Esposizione prenatale a benzodiazepine e ipnotici Z non collegata a disturbi psichiatrici nella prole

Revisionato dal punto di vista medico da Carmen Pope, Senior Medical Editor, B. Pharm. Ultimo aggiornamento il 5 maggio 2026.

tramite HealthDay

MARTEDÌ 5 maggio 2026 -- Secondo uno studio pubblicato online il 29 aprile su The BMJ, l'esposizione prenatale alle benzodiazepine o agli ipnotici Z non è associata a un aumento del rischio di disturbi psichiatrici nella prole se si tiene conto di fattori familiari.

Yongtai Cho, dell'Università Sungkyunkwan di Suwon, Corea del Sud, e colleghi hanno esaminato l'associazione tra l'esposizione prenatale agli benzodiazepine o ipnotici Z e 12 disturbi psichiatrici nei bambini. L'analisi ha incluso circa 3,8 milioni di bambini nati vivi tra il 2010 e il 2022, seguiti fino al 2023.

I ricercatori hanno scoperto che il 2,5% dei bambini è stato esposto a benzodiazepine o ipnotici Z durante la gravidanza. Durante il periodo di studio, l’esposizione prenatale è stata associata a un rischio più elevato di disturbi psichiatrici rispetto alle gravidanze non esposte e agli utilizzatori precedenti. Tuttavia, in un'analisi controllata dai fratelli, questa associazione era attenuata (rapporto di rischio [HR], 0,99; intervallo di confidenza al 95% [CI], da 0,94 a 1,04). Non è stato riscontrato alcun aumento del rischio di disturbi psichiatrici individuali. Tuttavia, sono stati osservati rapporti di rischio moderatamente elevati per l'esposizione alle benzodiazepine durante la seconda metà della gravidanza (HR controllato dai fratelli, 1,27; IC al 95%, da 0,95 a 1,71) e agli ipnotici Z (HR, 1,81; IC al 95%, da 0,57 a 5,74), nonché durante la prima e la seconda metà della gravidanza per le benzodiazepine (HR controllato dai fratelli, 1,35; IC al 95%, da 0,93 a 1,96) e ipnotici Z (HR, 1,44; IC al 95%, da 0,93 a 2,21).
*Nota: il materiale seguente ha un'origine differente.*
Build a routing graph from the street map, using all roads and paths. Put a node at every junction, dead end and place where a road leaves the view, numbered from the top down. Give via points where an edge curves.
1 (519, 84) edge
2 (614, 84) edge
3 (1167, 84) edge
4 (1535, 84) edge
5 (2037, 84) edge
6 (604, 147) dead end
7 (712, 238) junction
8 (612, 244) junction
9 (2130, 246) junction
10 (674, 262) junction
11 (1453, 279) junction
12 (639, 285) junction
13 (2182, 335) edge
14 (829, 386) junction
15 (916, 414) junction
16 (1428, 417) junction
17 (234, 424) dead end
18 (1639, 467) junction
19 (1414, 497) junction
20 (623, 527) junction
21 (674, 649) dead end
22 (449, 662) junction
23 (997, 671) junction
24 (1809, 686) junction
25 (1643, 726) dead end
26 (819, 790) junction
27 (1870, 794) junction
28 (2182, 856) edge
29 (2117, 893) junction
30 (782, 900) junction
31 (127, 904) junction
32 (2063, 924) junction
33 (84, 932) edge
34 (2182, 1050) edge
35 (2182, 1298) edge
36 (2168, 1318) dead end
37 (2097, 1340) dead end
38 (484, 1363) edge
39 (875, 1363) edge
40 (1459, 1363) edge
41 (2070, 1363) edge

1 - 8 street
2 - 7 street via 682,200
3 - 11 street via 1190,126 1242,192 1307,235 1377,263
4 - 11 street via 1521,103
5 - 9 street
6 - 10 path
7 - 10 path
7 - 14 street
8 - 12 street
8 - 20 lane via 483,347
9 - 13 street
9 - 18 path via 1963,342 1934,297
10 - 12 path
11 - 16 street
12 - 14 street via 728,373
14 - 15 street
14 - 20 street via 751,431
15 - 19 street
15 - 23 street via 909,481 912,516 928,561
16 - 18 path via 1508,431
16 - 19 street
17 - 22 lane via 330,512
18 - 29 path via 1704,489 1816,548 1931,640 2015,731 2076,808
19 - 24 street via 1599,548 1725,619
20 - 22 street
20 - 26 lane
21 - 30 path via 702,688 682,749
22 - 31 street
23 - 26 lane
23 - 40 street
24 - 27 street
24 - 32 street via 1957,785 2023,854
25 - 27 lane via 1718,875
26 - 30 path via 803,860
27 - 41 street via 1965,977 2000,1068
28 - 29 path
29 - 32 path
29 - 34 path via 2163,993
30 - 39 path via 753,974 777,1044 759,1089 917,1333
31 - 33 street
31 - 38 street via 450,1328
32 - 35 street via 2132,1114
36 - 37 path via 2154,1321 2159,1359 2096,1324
"Data la crescente prevalenza di gravidanze complicate da condizioni psichiatriche e i potenziali rischi di malattie materne non trattate, i nostri risultati aiuteranno a informare le discussioni individualizzate sul rapporto rischio-beneficio quando si prende in considerazione la terapia sedativa in gravidanza," gli autori scrivono.

Testo astratto/completo

Editoriale

Disclaimer: i dati statistici contenuti negli articoli medici forniscono tendenze generali e non riguardano singoli individui. I fattori individuali possono variare notevolmente. Cerca sempre una consulenza medica personalizzata per le decisioni sanitarie individuali.

Fonte: HealthDay

Per saperne di più

Disclaimer

È stato fatto ogni sforzo per garantire che le informazioni fornite da Drugslib.com siano accurate, aggiornate -datati e completi, ma non viene fornita alcuna garanzia in tal senso. Le informazioni sui farmaci qui contenute potrebbero essere sensibili al fattore tempo. Le informazioni su Drugslib.com sono state compilate per l'uso da parte di operatori sanitari e consumatori negli Stati Uniti e pertanto Drugslib.com non garantisce che l'uso al di fuori degli Stati Uniti sia appropriato, se non diversamente indicato. Le informazioni sui farmaci di Drugslib.com non sostengono farmaci, né diagnosticano pazienti né raccomandano terapie. Le informazioni sui farmaci di Drugslib.com sono una risorsa informativa progettata per assistere gli operatori sanitari autorizzati nella cura dei propri pazienti e/o per servire i consumatori che considerano questo servizio come un supplemento e non come un sostituto dell'esperienza, dell'abilità, della conoscenza e del giudizio dell'assistenza sanitaria professionisti.

L'assenza di un'avvertenza per un determinato farmaco o combinazione di farmaci non deve in alcun modo essere interpretata come indicazione che il farmaco o la combinazione di farmaci sia sicura, efficace o appropriata per un dato paziente. Drugslib.com non si assume alcuna responsabilità per qualsiasi aspetto dell'assistenza sanitaria amministrata con l'aiuto delle informazioni fornite da Drugslib.com. Le informazioni contenute nel presente documento non intendono coprire tutti i possibili usi, indicazioni, precauzioni, avvertenze, interazioni farmacologiche, reazioni allergiche o effetti avversi. Se hai domande sui farmaci che stai assumendo, consulta il tuo medico, infermiere o farmacista.